Recently, the New York Stock Exchange (NYSE) was forced to suspend trading for three hours following a major technical glitch. The decision to cease trading rather than failover to its Chicago recovery centre is one that has created much debate.
Arean states that this is a situation many organisations still struggle with when they suffer an outage: “Business continuity (BC) and disaster recovery (BC) plans will specify the exact length of an outage before an organisation should invoke its failover but as we all know, during a real-life disaster, these timings can slip as you try to fire-fight.
“Defining the point at which to failover is individual to each organisation and it will differ depending on the type of disaster being dealt with. You may have a set response for dealing with issues relating to storage but something completely different for dealing with network related issues or a natural disaster, all of which are fine.
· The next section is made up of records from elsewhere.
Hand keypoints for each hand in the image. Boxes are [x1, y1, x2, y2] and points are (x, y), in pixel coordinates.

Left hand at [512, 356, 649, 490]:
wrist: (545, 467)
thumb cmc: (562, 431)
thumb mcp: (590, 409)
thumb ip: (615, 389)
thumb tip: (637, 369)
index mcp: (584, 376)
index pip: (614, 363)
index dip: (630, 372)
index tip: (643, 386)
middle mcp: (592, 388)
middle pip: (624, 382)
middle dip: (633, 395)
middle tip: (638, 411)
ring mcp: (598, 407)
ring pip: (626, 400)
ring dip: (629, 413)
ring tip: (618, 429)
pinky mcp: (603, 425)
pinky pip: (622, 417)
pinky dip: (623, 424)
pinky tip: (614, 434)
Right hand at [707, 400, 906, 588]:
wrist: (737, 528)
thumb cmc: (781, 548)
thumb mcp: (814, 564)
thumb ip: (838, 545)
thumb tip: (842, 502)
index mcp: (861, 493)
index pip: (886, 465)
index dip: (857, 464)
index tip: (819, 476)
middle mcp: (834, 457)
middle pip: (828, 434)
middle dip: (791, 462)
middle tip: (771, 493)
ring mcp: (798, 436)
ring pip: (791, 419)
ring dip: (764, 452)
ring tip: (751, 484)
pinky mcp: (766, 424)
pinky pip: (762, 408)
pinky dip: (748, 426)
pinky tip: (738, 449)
But this doesn’t mean that you should be making these decisions at the time of an incident – your point of failover should be defined before this.
“Your Crisis Management Team (CMT) will identify the most likely disaster scenarios and there should be plans in place for each of these. If the organisation has decided that the maximum outage it will allow is four hours, and it actually takes one hour to recover its systems, then it is crucial to begin the recovery process before the three-hour mark. Failure to do this could have a detrimental impact on the organisation in terms of cost and reputational damage.
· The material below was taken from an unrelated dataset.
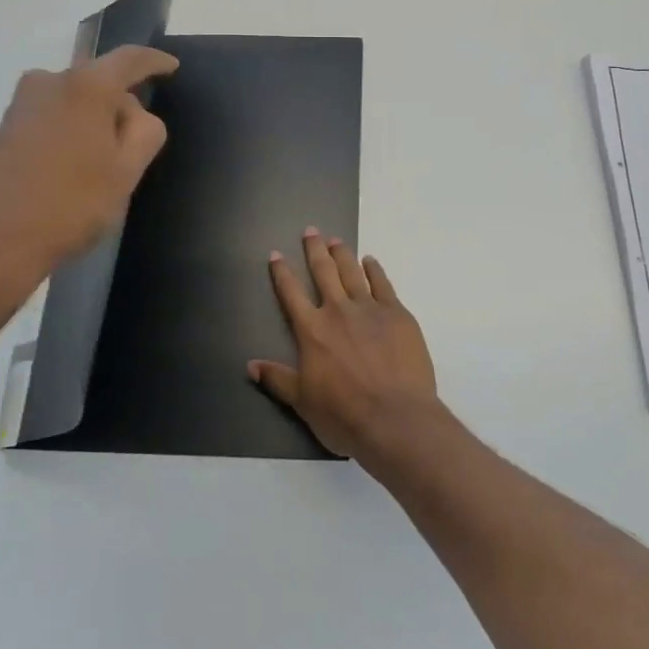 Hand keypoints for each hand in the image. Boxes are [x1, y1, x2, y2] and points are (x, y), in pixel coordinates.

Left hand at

“Once you have these plans in place, it’s imperative they are adhered to. An organisation will have worked out how long it can be out of action for before it makes more financial sense to invoke DR and move to its recovery site, so when that point is reached, action must be taken. It’s tempting to extend the time by an extra hour because your team is close to fixing the issue, but this can easily escalate. By going through practice scenarios with the CMT, you should feel more familiar with them, making it an easier decision to make on the day.”
Arean concludes: “Additionally, it is also worth identifying the types of scenarios when it might be deemed unnecessary to failover, as was the case of the NYSE.
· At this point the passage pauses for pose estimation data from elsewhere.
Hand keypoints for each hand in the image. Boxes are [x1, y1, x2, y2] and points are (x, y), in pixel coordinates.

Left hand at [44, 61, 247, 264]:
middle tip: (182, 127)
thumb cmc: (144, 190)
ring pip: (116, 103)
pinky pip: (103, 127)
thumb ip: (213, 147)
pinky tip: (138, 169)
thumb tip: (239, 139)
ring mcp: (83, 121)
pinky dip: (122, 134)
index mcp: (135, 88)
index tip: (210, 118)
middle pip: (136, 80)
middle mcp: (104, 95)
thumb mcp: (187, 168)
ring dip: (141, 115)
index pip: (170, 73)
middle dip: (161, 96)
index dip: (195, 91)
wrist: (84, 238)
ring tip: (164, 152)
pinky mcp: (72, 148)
“A lot of organisations will have very comprehensive traditional disaster recovery plans in place but are likely to only ever invoke these for very significant outages lasting several days. For those organisations, invoking disaster recovery is such a significant task, consuming so much time and resource, that dealing with the IT incident is considered the lesser of two evils, even if it takes days to resolve the issue. Those are the organisations that are investigating more flexible alternatives made available to them through cloud computing.
“Disaster Recovery as a Service (DRaaS) helps to bridge the gap by providing a more flexible and cost-effective alternative to traditional, cumbersome DR solutions. Organisations who do adopt DRaaS find that their DR plans are now equipped to deal with far more incidents and are less reticent to invoke DR.”